Much of the most distinguished playing of the afternoon came from within Shostakovich’s cheeky symphony. Kudos to trombonist James Zimmerman for his saucy cadential interventions, Douglas Miller’s ever-dependable flute lines and bassoonist Darlene Jussila’s courageous journey into the “Presto’s” stratosphere. Swift deserves much credit for overseeing such a vivid and captivating performance.
A new feature in JWR, and in conjunction the Niagara Symphony Association, newcomers to the subscription series concerts are invited to attend a performance free of charge then offer their candid first-time opinion.
Our first new listener is a 40-something information technologist with a large company.
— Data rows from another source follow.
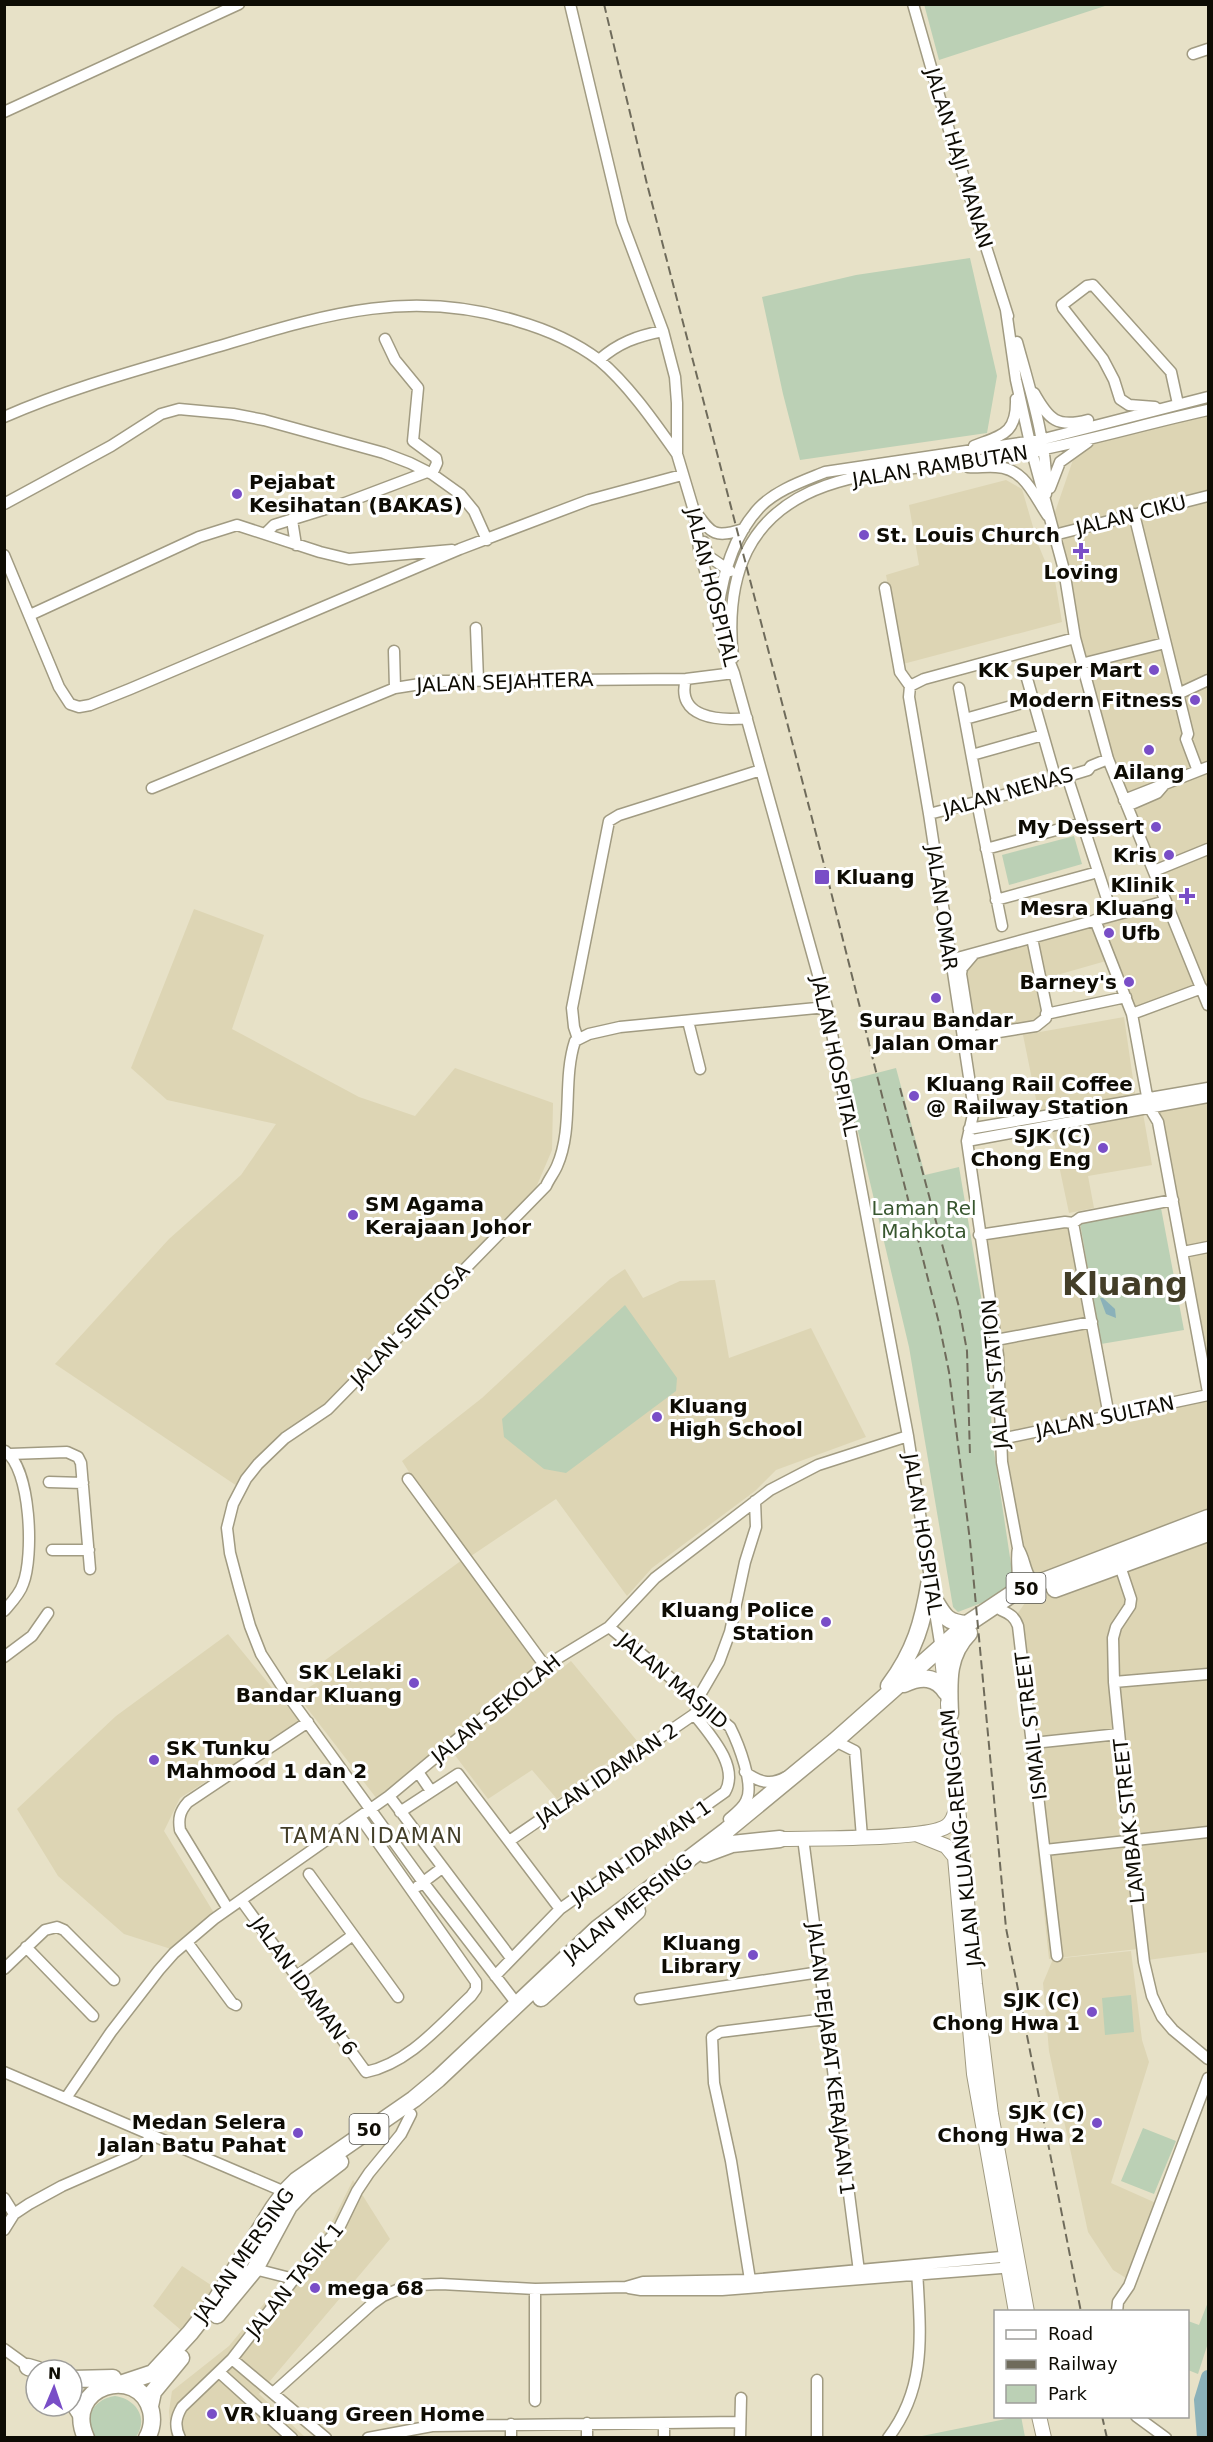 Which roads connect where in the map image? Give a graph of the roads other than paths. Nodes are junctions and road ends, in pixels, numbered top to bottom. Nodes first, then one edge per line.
1 (238, 4) edge
2 (570, 4) edge
3 (913, 4) edge
4 (1209, 49) edge
5 (1192, 54) dead end
6 (4, 112) edge
7 (1006, 310) junction
8 (663, 332) junction
9 (386, 339) dead end
10 (598, 360) junction
11 (1016, 380) junction
12 (1028, 383) junction
13 (1209, 397) edge
14 (1178, 404) junction
15 (1163, 408) junction
16 (1209, 410) edge
17 (1134, 415) junction
18 (4, 417) edge
19 (678, 417) junction
20 (656, 424) junction
21 (1096, 437) junction
22 (1036, 446) junction
23 (954, 453) junction
24 (677, 454) junction
25 (950, 464) junction
26 (430, 473) junction
27 (682, 475) junction
28 (1209, 495) edge
29 (1047, 502) junction
30 (4, 504) edge
31 (694, 511) junction
32 (1134, 514) junction
33 (1050, 519) junction
34 (292, 520) junction
35 (744, 529) junction
36 (265, 534) junction
37 (1054, 535) junction
38 (487, 540) junction
39 (296, 545) junction
40 (460, 549) junction
41 (4, 555) edge
42 (725, 569) junction
43 (737, 573) junction
44 (885, 588) dead end
45 (717, 614) junction
46 (30, 615) junction
47 (476, 628) dead end
48 (1075, 638) junction
49 (1166, 643) junction
50 (394, 651) dead end
51 (1082, 664) junction
52 (1024, 668) dead end
53 (734, 673) junction
54 (686, 679) junction
55 (478, 680) junction
56 (1209, 680) edge
57 (910, 686) junction
58 (395, 688) junction
59 (959, 688) dead end
60 (1178, 694) junction
61 (1033, 700) junction
62 (747, 718) junction
63 (965, 719) junction
64 (1043, 735) junction
65 (972, 755) junction
66 (1109, 762) junction
67 (1204, 769) edge
68 (761, 770) junction
69 (1062, 778) junction
70 (152, 788) dead end
71 (979, 801) junction
72 (1126, 803) junction
73 (929, 814) junction
74 (1082, 823) junction
75 (986, 849) junction
76 (1209, 849) edge
77 (1154, 871) junction
78 (1098, 872) junction
79 (1107, 898) dead end
80 (996, 900) junction
81 (1166, 901) junction
82 (1095, 920) junction
83 (1002, 926) dead end
84 (1032, 938) junction
85 (973, 955) junction
86 (950, 960) junction
87 (1205, 987) edge
88 (1126, 997) junction
89 (1209, 1005) edge
90 (827, 1006) junction
91 (1046, 1014) junction
92 (1132, 1014) junction
93 (688, 1021) junction
94 (966, 1037) junction
95 (578, 1039) junction
96 (700, 1069) dead end
97 (1209, 1088) edge
98 (1209, 1097) edge
99 (1164, 1100) junction
100 (1149, 1102) junction
101 (1158, 1122) junction
102 (968, 1135) junction
103 (1173, 1200) junction
104 (1073, 1223) junction
105 (980, 1235) junction
106 (1209, 1247) edge
107 (1183, 1252) junction
108 (1092, 1322) junction
109 (996, 1340) junction
110 (1209, 1394) edge
111 (1109, 1416) junction
112 (908, 1436) junction
113 (1001, 1439) junction
114 (7, 1453) edge
115 (408, 1479) dead end
116 (49, 1482) dead end
117 (83, 1483) junction
118 (755, 1501) junction
119 (1209, 1518) edge
120 (1209, 1533) edge
121 (1018, 1548) junction
122 (52, 1550) dead end
123 (89, 1550) junction
124 (1091, 1563) junction
125 (1120, 1566) junction
126 (90, 1569) dead end
127 (1036, 1584) junction
128 (931, 1588) junction
129 (1015, 1592) junction
130 (4, 1611) edge
131 (1001, 1611) junction
132 (48, 1613) dead end
133 (609, 1628) junction
134 (968, 1628) junction
135 (940, 1649) junction
136 (4, 1657) edge
137 (544, 1666) junction
138 (1209, 1674) edge
139 (1114, 1682) junction
140 (898, 1686) junction
141 (946, 1692) junction
142 (701, 1703) junction
143 (873, 1708) junction
144 (694, 1714) junction
145 (950, 1714) junction
146 (308, 1722) junction
147 (1119, 1734) junction
148 (835, 1741) junction
149 (1033, 1743) junction
150 (418, 1772) junction
151 (746, 1772) junction
152 (798, 1772) junction
153 (431, 1791) junction
154 (389, 1796) junction
155 (958, 1797) junction
156 (372, 1809) junction
157 (400, 1812) junction
158 (360, 1817) junction
159 (1209, 1832) edge
160 (916, 1834) junction
161 (862, 1837) junction
162 (803, 1838) junction
163 (780, 1839) junction
164 (508, 1841) junction
165 (1130, 1842) junction
166 (1045, 1850) junction
167 (693, 1854) junction
168 (442, 1868) junction
169 (309, 1874) dead end
170 (423, 1882) junction
171 (412, 1890) junction
172 (241, 1900) junction
173 (228, 1909) junction
174 (560, 1909) junction
175 (353, 1935) junction
176 (187, 1942) junction
177 (26, 1947) junction
178 (1057, 1956) dead end
179 (511, 1958) junction
180 (4, 1969) edge
181 (820, 1972) junction
182 (297, 1976) junction
183 (495, 1976) junction
184 (114, 1980) dead end
185 (538, 1986) junction
186 (398, 1997) dead end
187 (640, 1999) dead end
188 (517, 2004) junction
189 (236, 2005) dead end
190 (93, 2016) dead end
191 (826, 2019) junction
192 (1209, 2059) edge
193 (4, 2072) edge
194 (1209, 2078) edge
195 (66, 2098) junction
196 (411, 2114) junction
197 (152, 2136) junction
198 (285, 2192) junction
199 (4, 2198) edge
200 (14, 2214) junction
201 (4, 2230) edge
202 (1011, 2261) junction
203 (255, 2269) junction
204 (917, 2270) junction
205 (860, 2275) junction
206 (294, 2278) junction
207 (751, 2284) junction
208 (535, 2289) junction
209 (1016, 2310) edge
210 (1026, 2310) edge
211 (1117, 2310) edge
212 (4, 2349) edge
213 (232, 2359) junction
214 (173, 2360) junction
215 (24, 2363) edge
216 (219, 2372) junction
217 (84, 2379) edge
218 (817, 2380) dead end
219 (162, 2381) junction
220 (84, 2384) edge
221 (114, 2385) junction
222 (273, 2393) junction
223 (741, 2398) dead end
224 (535, 2402) dead end
225 (84, 2406) edge
226 (150, 2406) junction
227 (72, 2418) edge
228 (77, 2418) edge
229 (1039, 2418) edge
230 (1048, 2418) edge
231 (1139, 2418) edge
232 (740, 2422) junction
233 (587, 2423) junction
234 (664, 2423) junction
235 (511, 2424) junction
236 (432, 2432) edge
237 (153, 2436) edge
238 (86, 2437) edge
239 (75, 2438) edge
240 (180, 2438) edge
241 (292, 2438) edge
242 (326, 2438) edge
243 (368, 2438) edge
244 (511, 2438) edge
245 (587, 2438) edge
246 (664, 2438) edge
247 (740, 2438) edge
248 (817, 2438) edge
249 (888, 2438) edge
250 (1044, 2438) edge
251 (1053, 2438) edge
252 (1166, 2438) edge

1 - 6 street
2 - 8 street
3 - 7 street, JALAN HAJI MANAN
4 - 5 street
7 - 11 street, JALAN HAJI MANAN
7 - 12 street, JALAN HAJI MANAN
8 - 10 street
8 - 19 street
9 - 26 street
10 - 18 street
10 - 20 street
11 - 22 street, JALAN HAJI MANAN
11 - 23 street
12 - 17 street
12 - 22 street, JALAN HAJI MANAN
13 - 14 street, JALAN RAMBUTAN
14 - 15 street, JALAN RAMBUTAN
14 - 15 street
15 - 17 street, JALAN RAMBUTAN
16 - 21 street, JALAN RAMBUTAN
17 - 22 street, JALAN RAMBUTAN
19 - 20 street
19 - 24 street
20 - 24 street
21 - 22 street, JALAN RAMBUTAN
21 - 29 street
22 - 23 street, JALAN RAMBUTAN
22 - 25 street, JALAN RAMBUTAN
22 - 29 street, JALAN HAJI MANAN
23 - 35 street, JALAN RAMBUTAN
24 - 27 street, JALAN HOSPITAL
25 - 33 street
25 - 43 street, JALAN RAMBUTAN
26 - 30 street
26 - 34 street
26 - 38 street
27 - 31 street, JALAN HOSPITAL
27 - 38 street
28 - 32 street, JALAN CIKU
29 - 33 street, JALAN HAJI MANAN
31 - 35 street
31 - 42 street
31 - 45 street, JALAN HOSPITAL
32 - 37 street, JALAN CIKU
32 - 49 street
33 - 37 street, JALAN HAJI MANAN
34 - 36 street
34 - 39 street
35 - 42 street, JALAN RAMBUTAN
36 - 39 street
36 - 46 street
37 - 48 street, JALAN HAJI MANAN
38 - 40 street
39 - 40 street
40 - 46 street
41 - 46 street
42 - 43 street
42 - 45 street, JALAN RAMBUTAN
43 - 53 street, JALAN RAMBUTAN
44 - 57 street
45 - 53 street, JALAN HOSPITAL
47 - 55 street
48 - 51 street, JALAN HAJI MANAN
48 - 57 street
49 - 51 street
49 - 60 street
50 - 58 street
51 - 66 street, JALAN HAJI MANAN
52 - 61 street
53 - 54 street, JALAN SEJAHTERA
53 - 62 street, JALAN HOSPITAL
54 - 55 street, JALAN SEJAHTERA
54 - 62 street
55 - 58 street, JALAN SEJAHTERA
56 - 60 street
57 - 73 street, JALAN OMAR
58 - 70 street, JALAN SEJAHTERA
59 - 63 street
60 - 67 street
61 - 63 street
61 - 64 street
62 - 68 street, JALAN HOSPITAL
63 - 65 street
64 - 65 street
64 - 69 street
65 - 71 street
66 - 69 street, JALAN NENAS
66 - 72 street, JALAN HAJI MANAN
67 - 72 street
68 - 90 street, JALAN HOSPITAL
68 - 95 street
69 - 71 street, JALAN NENAS
69 - 74 street
71 - 73 street, JALAN NENAS
71 - 75 street
72 - 77 street, JALAN HAJI MANAN
73 - 86 street, JALAN OMAR
74 - 75 street
74 - 78 street
75 - 80 street
76 - 77 street
77 - 81 street, JALAN HAJI MANAN
78 - 79 street
78 - 80 street
80 - 83 street
81 - 82 street
81 - 87 street, JALAN HAJI MANAN
82 - 84 street
82 - 88 street
84 - 85 street
84 - 91 street
85 - 86 street
85 - 94 street
86 - 94 street, JALAN OMAR
87 - 89 street, JALAN HAJI MANAN
87 - 92 street
88 - 91 street
88 - 92 street
90 - 93 street
90 - 112 street, JALAN HOSPITAL
91 - 94 street
92 - 100 street
93 - 95 street
93 - 96 street
94 - 102 street, JALAN OMAR
95 - 146 street, JALAN SENTOSA
97 - 99 street
98 - 99 street
99 - 100 street
99 - 101 street
100 - 101 street
100 - 102 street
101 - 103 street
102 - 105 street, JALAN STATION
103 - 104 street
103 - 107 street
104 - 105 street
104 - 108 street
105 - 109 street, JALAN STATION
106 - 107 street
107 - 110 street
108 - 109 street
108 - 111 street
109 - 113 street, JALAN STATION
110 - 111 street, JALAN SULTAN
111 - 113 street, JALAN SULTAN
112 - 118 street, JALAN SEKOLAH
112 - 128 street, JALAN HOSPITAL
113 - 121 street, JALAN STATION
114 - 117 street
114 - 130 street
115 - 137 street
116 - 117 street
117 - 123 street
118 - 133 street, JALAN SEKOLAH
118 - 142 street
119 - 124 highway, JALAN MERSING / 50
120 - 125 highway, JALAN MERSING / 50
121 - 127 street, JALAN STATION
121 - 129 street, JALAN STATION
122 - 123 street
123 - 126 street
124 - 125 highway
124 - 127 highway, JALAN MERSING / 50
125 - 131 highway, JALAN MERSING / 50
125 - 139 street, LAMBAK STREET
127 - 129 highway, JALAN MERSING / 50
128 - 134 highway
128 - 135 street, JALAN HOSPITAL
128 - 143 highway
129 - 134 highway, JALAN MERSING / 50
131 - 134 highway, JALAN MERSING / 50
131 - 149 street, ISMAIL STREET
132 - 136 street
133 - 137 street, JALAN SEKOLAH
133 - 142 street, JALAN MASJID
134 - 135 highway, JALAN MERSING / 50
134 - 145 highway
135 - 140 highway, JALAN MERSING / 50
135 - 141 main road, JALAN KLUANG-RENGGAM
137 - 150 street, JALAN SEKOLAH
138 - 139 street
139 - 147 street, LAMBAK STREET
140 - 141 highway
140 - 143 highway, JALAN MERSING / 50
141 - 145 main road, JALAN KLUANG-RENGGAM
142 - 144 street, JALAN IDAMAN 2
142 - 151 street, JALAN MASJID
143 - 148 highway, JALAN MERSING / 50
144 - 164 street, JALAN IDAMAN 2
144 - 174 street, JALAN IDAMAN 1
145 - 155 main road, JALAN KLUANG-RENGGAM
146 - 156 street, JALAN SENTOSA
146 - 173 street
147 - 149 street
147 - 165 street, LAMBAK STREET
148 - 152 highway, JALAN MERSING / 50
148 - 161 street
149 - 166 street, ISMAIL STREET
150 - 153 street
150 - 154 street, JALAN SEKOLAH
151 - 152 street
151 - 167 street, JALAN MASJID
152 - 163 highway
152 - 167 highway, JALAN MERSING / 50
153 - 157 street
153 - 164 street
154 - 156 street, JALAN SEKOLAH
154 - 157 street
155 - 160 main road
155 - 202 main road, JALAN KLUANG-RENGGAM
156 - 158 street, JALAN SEKOLAH
156 - 170 street, JALAN SENTOSA
157 - 168 street
158 - 171 street
158 - 172 street, JALAN SEKOLAH
159 - 165 street
160 - 161 main road
160 - 202 main road, JALAN KLUANG-RENGGAM
161 - 162 main road
162 - 163 main road
162 - 181 street, JALAN PEJABAT KERAJAAN 1
163 - 196 highway
164 - 174 street
165 - 166 street
165 - 192 street, LAMBAK STREET
166 - 178 street, ISMAIL STREET
167 - 185 highway, JALAN MERSING / 50
168 - 170 street
168 - 179 street
169 - 175 street
170 - 171 street
170 - 183 street, JALAN SENTOSA
171 - 182 street, JALAN IDAMAN 6
172 - 173 street, JALAN SEKOLAH
172 - 182 street, JALAN IDAMAN 6
173 - 176 street, JALAN SEKOLAH
174 - 179 street, JALAN IDAMAN 1
175 - 182 street
175 - 186 street
176 - 189 street
176 - 195 street, JALAN SEKOLAH
177 - 180 street
177 - 184 street
177 - 190 street
179 - 183 street, JALAN IDAMAN 1
181 - 187 street
181 - 191 street, JALAN PEJABAT KERAJAAN 1
183 - 185 street
183 - 188 street, JALAN SENTOSA
185 - 188 highway, JALAN MERSING / 50
188 - 198 highway, JALAN MERSING / 50
191 - 205 street, JALAN PEJABAT KERAJAAN 1
191 - 207 street
193 - 195 street
194 - 211 street
195 - 197 street
196 - 203 highway
196 - 206 street, JALAN TASIK 1
197 - 198 street
197 - 200 street
198 - 214 highway, JALAN MERSING / 50
199 - 200 street
200 - 201 street
202 - 204 street
202 - 209 main road, JALAN KLUANG-RENGGAM
202 - 210 main road, JALAN KLUANG-RENGGAM
203 - 206 street
203 - 214 highway
204 - 205 street
204 - 249 street
205 - 207 street
206 - 213 street, JALAN TASIK 1
207 - 208 street
208 - 222 street
208 - 224 street
212 - 215 street
213 - 216 street, JALAN TASIK 1
213 - 222 street
214 - 217 highway
214 - 219 highway, JALAN MERSING / 50
214 - 221 highway, JALAN MERSING / 50
216 - 240 street, JALAN TASIK 1
216 - 241 street
218 - 248 street
219 - 226 highway, JALAN MERSING / 50
219 - 237 highway
220 - 221 street
221 - 225 highway, 50
221 - 226 highway
222 - 242 street
223 - 232 street
226 - 237 highway, 50
227 - 239 highway
228 - 238 highway
229 - 250 main road
230 - 251 main road
231 - 252 street
232 - 234 street
232 - 247 street
233 - 234 street
233 - 235 street
233 - 245 street
234 - 246 street
235 - 236 street
235 - 244 street
236 - 243 street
He enjoys a variety of types of music, has a large record/CD collection and has attended many of Niagara’s chamber ensemble concerts.
JWR: How did this performance compare to your expectations?
CC: I hadn’t realized there would be a piano involved. That was a pleasant surprise, but the facilities and acoustics could have been better. Sometimes she was difficult to hear. I also noticed that the string section was off—like someone forgot to tune up. But mostly in the violins—there’s something that wasn’t right. Other than that everything was great—especially the brass.
JWR: Which selection did you enjoy most?
CC: The Rachmaninoff. I liked the feeling that she put in—what you could hear of it. She was drowned out at many points. I don’t know who to blame: the conductor, the piano, the acoustics?
JWR: And the least favourite composition?
CC: The Canadian piece didn’t appeal to me—it was too contemporary for my taste, but I’ve heard other contemporary stuff I’ve hated more than that!
JWR: Would you go back for another performance?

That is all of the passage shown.